* **The data**:
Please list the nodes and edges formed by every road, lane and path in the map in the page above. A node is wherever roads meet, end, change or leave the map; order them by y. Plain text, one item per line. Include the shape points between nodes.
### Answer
...
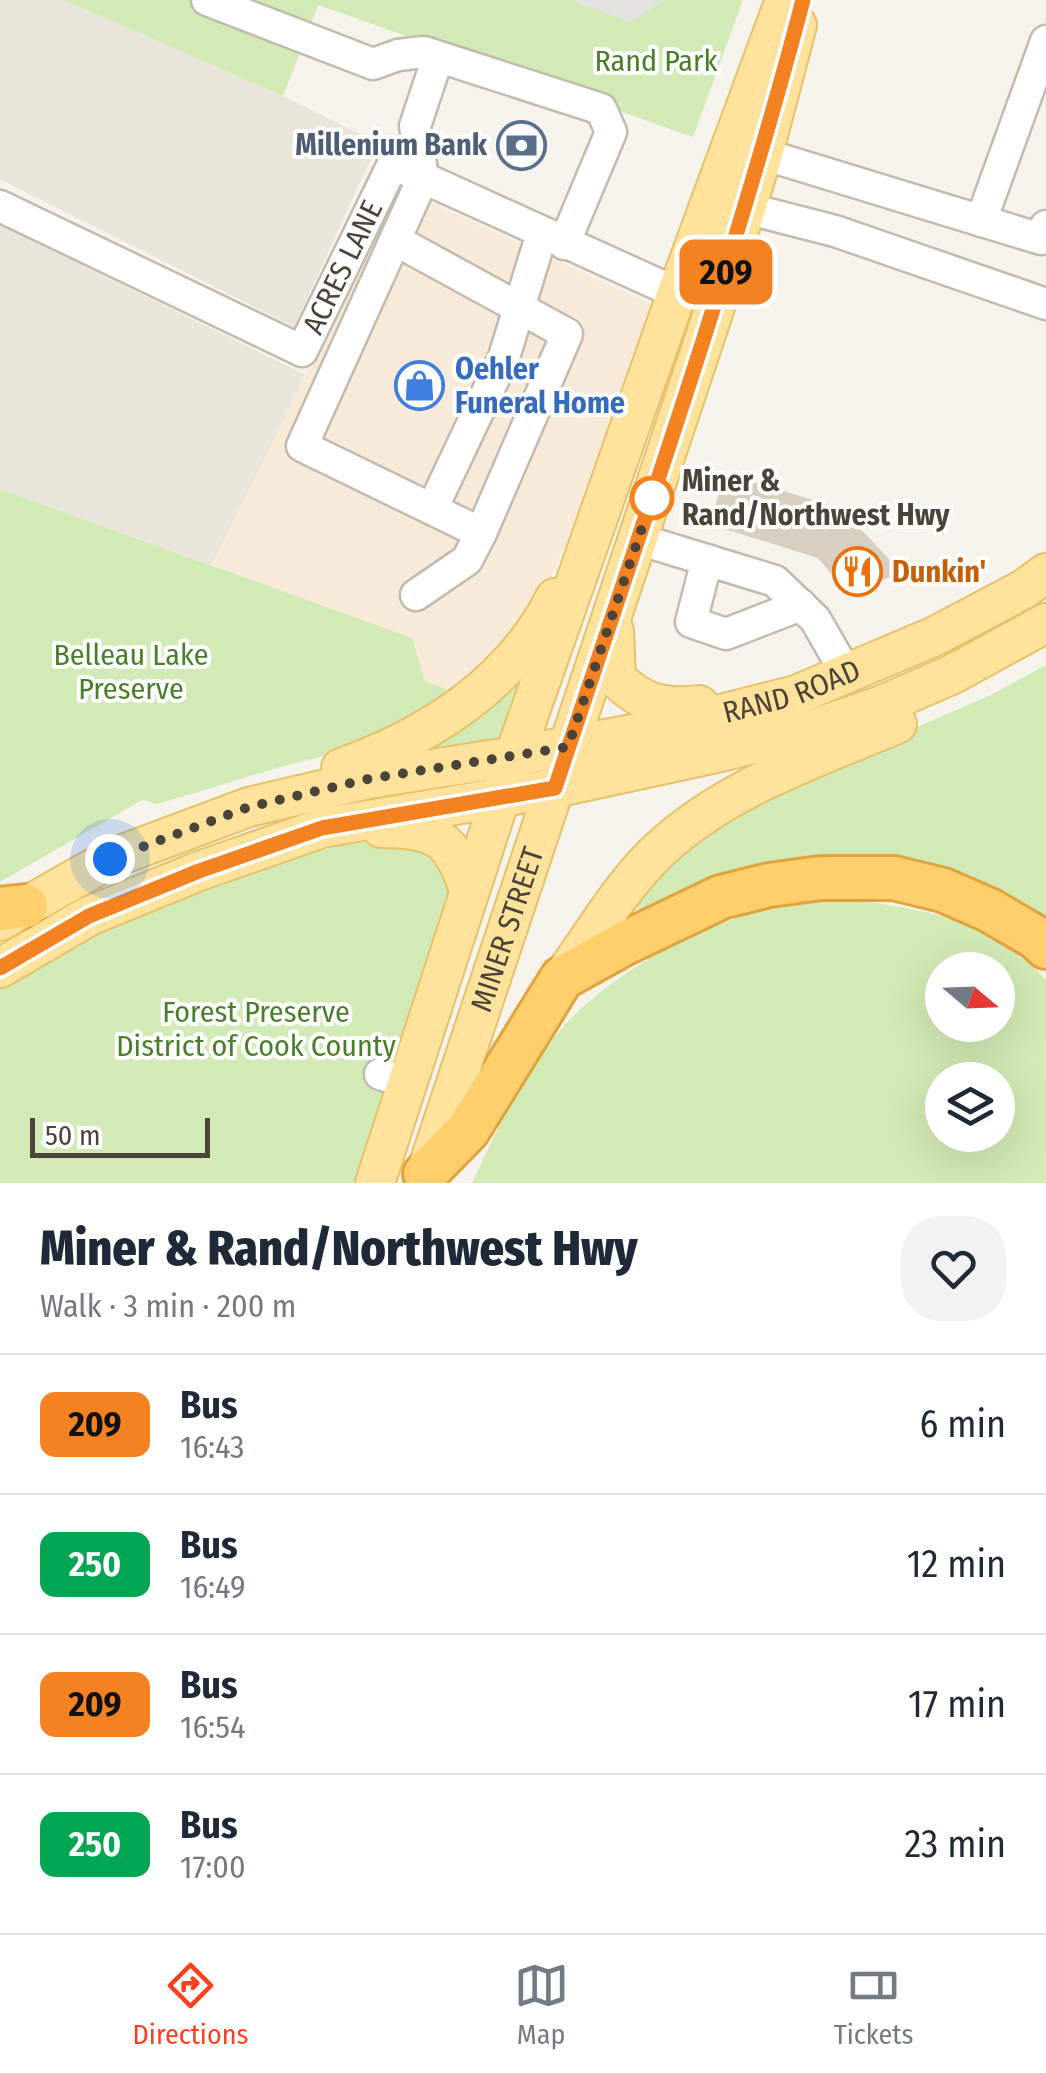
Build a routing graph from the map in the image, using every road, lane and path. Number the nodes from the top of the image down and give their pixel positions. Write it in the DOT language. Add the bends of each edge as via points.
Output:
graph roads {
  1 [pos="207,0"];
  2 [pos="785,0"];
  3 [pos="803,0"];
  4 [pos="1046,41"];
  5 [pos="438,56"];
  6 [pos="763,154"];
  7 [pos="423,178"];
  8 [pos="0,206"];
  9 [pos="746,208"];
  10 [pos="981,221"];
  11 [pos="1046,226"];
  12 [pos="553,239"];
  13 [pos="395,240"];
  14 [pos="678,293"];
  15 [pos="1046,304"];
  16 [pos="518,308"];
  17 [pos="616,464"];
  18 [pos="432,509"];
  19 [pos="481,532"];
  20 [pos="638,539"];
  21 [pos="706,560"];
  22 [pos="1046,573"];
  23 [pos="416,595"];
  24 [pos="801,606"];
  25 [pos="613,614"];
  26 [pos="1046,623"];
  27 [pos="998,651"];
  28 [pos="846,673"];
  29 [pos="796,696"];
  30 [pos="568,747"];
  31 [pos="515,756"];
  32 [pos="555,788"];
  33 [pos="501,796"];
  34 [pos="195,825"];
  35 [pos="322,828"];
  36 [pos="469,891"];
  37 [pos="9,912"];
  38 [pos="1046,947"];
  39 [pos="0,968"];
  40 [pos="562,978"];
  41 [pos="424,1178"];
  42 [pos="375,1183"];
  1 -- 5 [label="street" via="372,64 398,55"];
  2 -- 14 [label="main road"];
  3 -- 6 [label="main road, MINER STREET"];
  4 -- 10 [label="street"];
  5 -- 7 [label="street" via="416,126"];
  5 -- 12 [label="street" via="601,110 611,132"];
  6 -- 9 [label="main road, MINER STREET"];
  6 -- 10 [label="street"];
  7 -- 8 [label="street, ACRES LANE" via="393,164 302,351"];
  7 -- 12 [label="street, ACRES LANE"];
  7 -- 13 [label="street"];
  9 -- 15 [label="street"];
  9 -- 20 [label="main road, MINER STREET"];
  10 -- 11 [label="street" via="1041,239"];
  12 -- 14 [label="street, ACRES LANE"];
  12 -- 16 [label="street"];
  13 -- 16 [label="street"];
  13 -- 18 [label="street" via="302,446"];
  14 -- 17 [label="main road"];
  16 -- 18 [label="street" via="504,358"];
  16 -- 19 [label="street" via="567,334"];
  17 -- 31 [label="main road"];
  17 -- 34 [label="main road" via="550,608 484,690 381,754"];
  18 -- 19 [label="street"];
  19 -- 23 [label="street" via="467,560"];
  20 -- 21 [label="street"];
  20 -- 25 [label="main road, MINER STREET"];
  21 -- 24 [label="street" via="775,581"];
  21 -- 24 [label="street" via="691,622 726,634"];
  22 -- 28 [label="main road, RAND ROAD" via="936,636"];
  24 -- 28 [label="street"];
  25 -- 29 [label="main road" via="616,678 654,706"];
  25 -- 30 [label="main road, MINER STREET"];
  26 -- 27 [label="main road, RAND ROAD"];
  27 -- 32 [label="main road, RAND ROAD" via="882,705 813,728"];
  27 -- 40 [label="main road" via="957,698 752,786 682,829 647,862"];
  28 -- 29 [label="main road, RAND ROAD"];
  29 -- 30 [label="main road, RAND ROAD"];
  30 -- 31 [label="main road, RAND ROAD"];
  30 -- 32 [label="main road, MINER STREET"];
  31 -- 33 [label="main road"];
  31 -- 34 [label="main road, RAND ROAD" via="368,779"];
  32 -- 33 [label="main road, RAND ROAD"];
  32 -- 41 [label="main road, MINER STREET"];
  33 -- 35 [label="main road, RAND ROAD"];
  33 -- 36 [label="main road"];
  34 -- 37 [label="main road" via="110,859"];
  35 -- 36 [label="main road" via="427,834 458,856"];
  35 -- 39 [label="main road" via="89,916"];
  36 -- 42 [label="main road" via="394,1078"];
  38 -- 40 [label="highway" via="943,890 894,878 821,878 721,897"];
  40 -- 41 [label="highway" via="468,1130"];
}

* **Exercise goal**:
Go over the entries above and tally the lines holding "nodes"; please answer with the number alone.

* **Output of the task**:
2